Sunday, April 17, 2005
I have been teaching contemporary short fiction to my AP students to get them ready for anything on the upcoming AP test. I read on Chuck Palaniuk's web site that his writing was inflluenced by the work of Amy Hempel, so I added her to my syllabus. Then I read a review of this new collection of short stories in the New York Times Book Review last weekend and bought it (Borders Teacher's Appreciation Sale - YEA!) and read it in one sitting. These stories are moving and tricky. She is a master of minimalism and tends to play with her readers a bit. And the cover photo of her with her dog was taken by William Wegman.
Thursday, April 14, 2005
This is perhaps one of the most moving books I have ever read, so when the retired Spanish teacher in our book club chose it, I was happy to reread it. It is a memoir that Allende wrote as her daughter, Paula, lay in a coma for many days. She wanted to tell the stories of Paula's life so she would have a roadmap of memory when she regained consciousness. I think I have read everything Isabel Allende has written to date and she remains one of my favorite story tellers. I have the awesome chance to hear her speak at the Cleveland Public Library last fall and she was fabulous and VERY short.
Sunday, April 03, 2005
What a refreshing find. This book is pure fun.
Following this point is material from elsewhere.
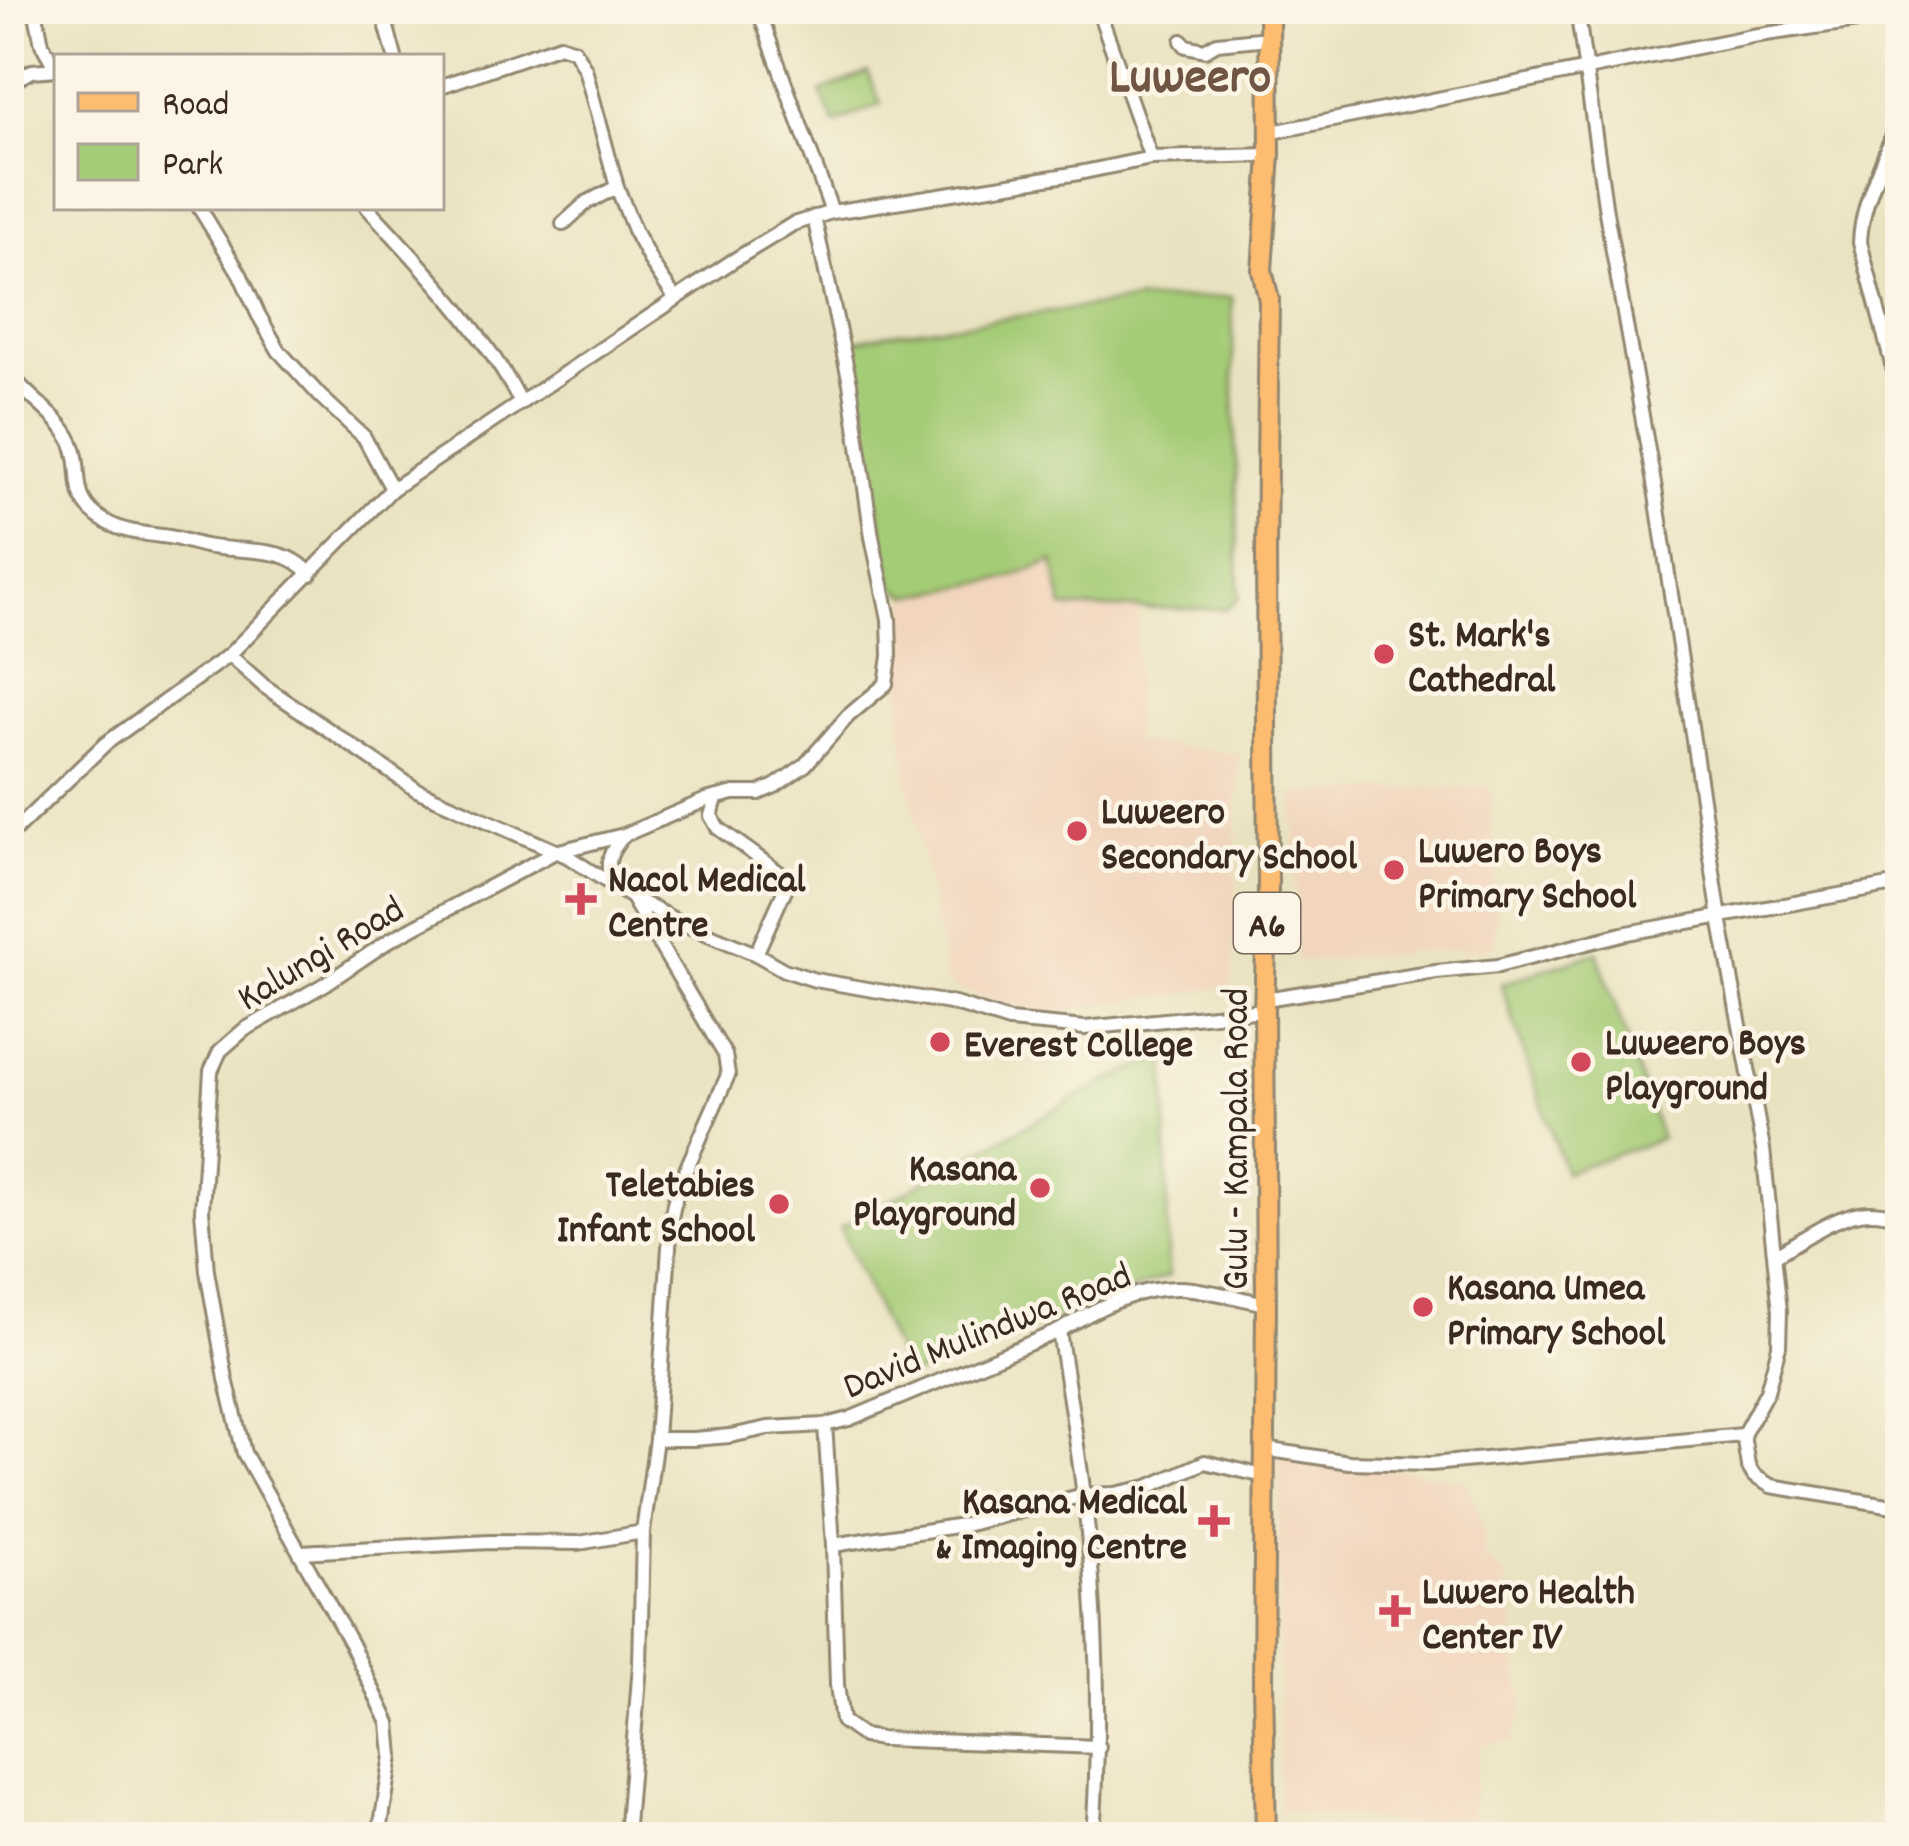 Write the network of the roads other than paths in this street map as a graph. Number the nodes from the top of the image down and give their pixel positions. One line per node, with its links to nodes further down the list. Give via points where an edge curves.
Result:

I read it while waiting for a delayed flight at the Chicago airport and Amy Rosenthal's humorous look at her own life made me remember a lot of moments from my own. I especially like when I got to the page in the middle of the book full of white space and the one word - intermission.
Friday, April 01, 2005
I had been putting off reading this book for a long time. Now that Foer's name is everywhere with review of his new novel, I decided to take it along on our vacation to San Antonio. It was almost too demanding for a vacation book, but I really enjoyed it. I finished it on the plane on the way home and immediately wanted to find someone else who had read it so that I could help myself understand the ending. The various narrators are hard to follow - especially the one who is supposedly translating for the character named Safran. It reminded me of A Clockwork Orange and even seemed a bit like the magic realism of Marquez.